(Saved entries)
########

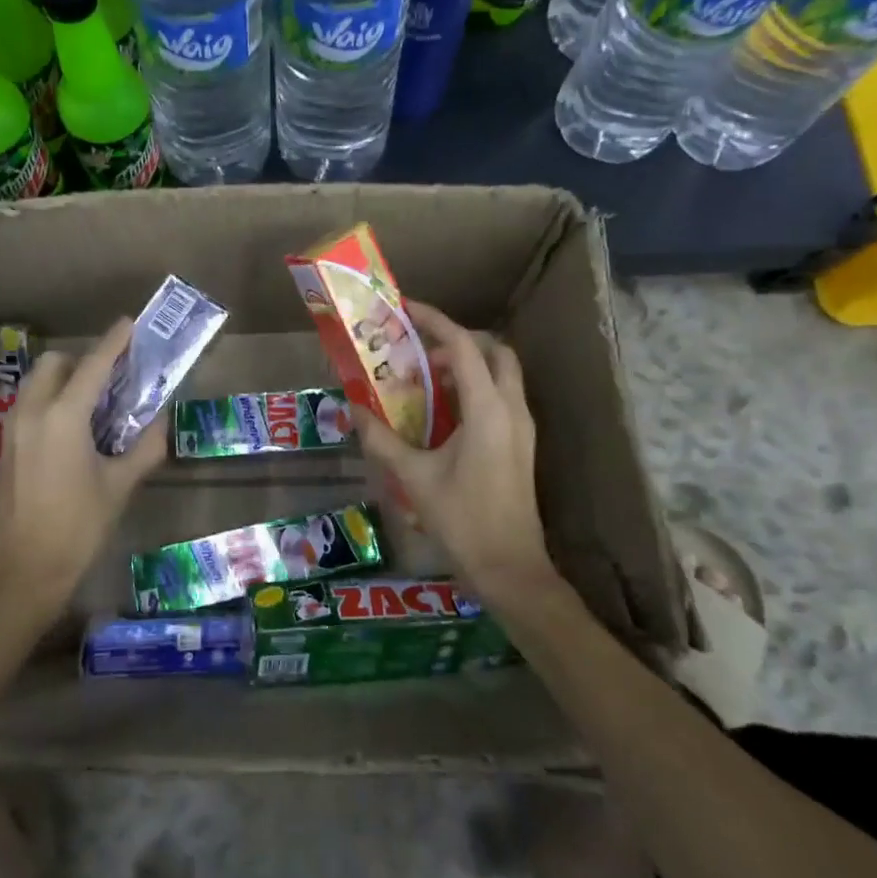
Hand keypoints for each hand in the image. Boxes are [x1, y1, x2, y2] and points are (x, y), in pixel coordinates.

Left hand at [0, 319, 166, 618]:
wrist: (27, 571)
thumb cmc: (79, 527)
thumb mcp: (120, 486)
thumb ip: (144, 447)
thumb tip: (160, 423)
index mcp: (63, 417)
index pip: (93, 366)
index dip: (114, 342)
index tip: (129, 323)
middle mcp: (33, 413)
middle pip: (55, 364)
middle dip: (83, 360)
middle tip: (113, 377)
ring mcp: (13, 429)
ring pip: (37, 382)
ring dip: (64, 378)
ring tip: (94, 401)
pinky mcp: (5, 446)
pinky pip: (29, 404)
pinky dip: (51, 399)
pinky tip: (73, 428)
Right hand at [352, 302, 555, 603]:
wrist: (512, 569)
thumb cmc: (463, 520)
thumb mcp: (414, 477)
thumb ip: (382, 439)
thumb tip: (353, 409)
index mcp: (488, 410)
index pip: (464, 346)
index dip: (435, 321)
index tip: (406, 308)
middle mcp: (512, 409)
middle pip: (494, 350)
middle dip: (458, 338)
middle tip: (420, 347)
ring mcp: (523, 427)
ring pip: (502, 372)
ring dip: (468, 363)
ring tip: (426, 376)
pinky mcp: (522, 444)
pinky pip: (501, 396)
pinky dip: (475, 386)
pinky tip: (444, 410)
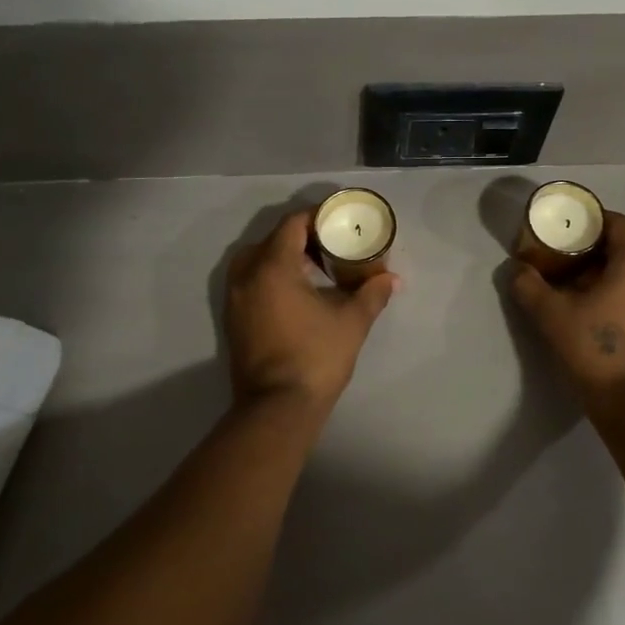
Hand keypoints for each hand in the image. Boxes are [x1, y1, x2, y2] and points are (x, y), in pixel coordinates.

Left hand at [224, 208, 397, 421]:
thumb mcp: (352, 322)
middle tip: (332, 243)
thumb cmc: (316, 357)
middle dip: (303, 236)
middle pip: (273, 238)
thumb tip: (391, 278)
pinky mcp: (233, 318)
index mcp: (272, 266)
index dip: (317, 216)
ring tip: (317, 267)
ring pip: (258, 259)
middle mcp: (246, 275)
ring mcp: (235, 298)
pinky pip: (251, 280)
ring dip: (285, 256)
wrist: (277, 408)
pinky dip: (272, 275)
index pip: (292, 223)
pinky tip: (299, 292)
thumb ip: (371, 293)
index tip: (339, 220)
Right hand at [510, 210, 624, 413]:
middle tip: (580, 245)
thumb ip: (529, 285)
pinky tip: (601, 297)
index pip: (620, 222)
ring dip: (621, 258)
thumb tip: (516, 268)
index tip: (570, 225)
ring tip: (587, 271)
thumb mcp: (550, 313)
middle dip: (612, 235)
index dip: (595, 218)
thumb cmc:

########

**The task**
Begin at the line containing "middle dip: (303, 236)" and reproduce every line through the last one in the records above, exactly.

**Output of the task**
middle dip: (303, 236)
middle pip: (273, 238)
thumb tip: (391, 278)
pinky mcp: (233, 318)
index mcp: (272, 266)
index dip: (317, 216)
ring tip: (317, 267)
ring pip: (258, 259)
middle mcp: (246, 275)
ring mcp: (235, 298)
pinky pip: (251, 280)
ring dip: (285, 256)
wrist: (277, 408)
pinky dip: (272, 275)
index pip: (292, 223)
pinky tip: (299, 292)
thumb ip: (371, 293)
index tip: (339, 220)
Right hand at [510, 210, 624, 413]:
middle tip: (580, 245)
thumb ip: (529, 285)
pinky tip: (601, 297)
index pip: (620, 222)
ring dip: (621, 258)
thumb tip: (516, 268)
index tip: (570, 225)
ring tip: (587, 271)
thumb mcp: (550, 313)
middle dip: (612, 235)
index dip: (595, 218)
thumb cmc:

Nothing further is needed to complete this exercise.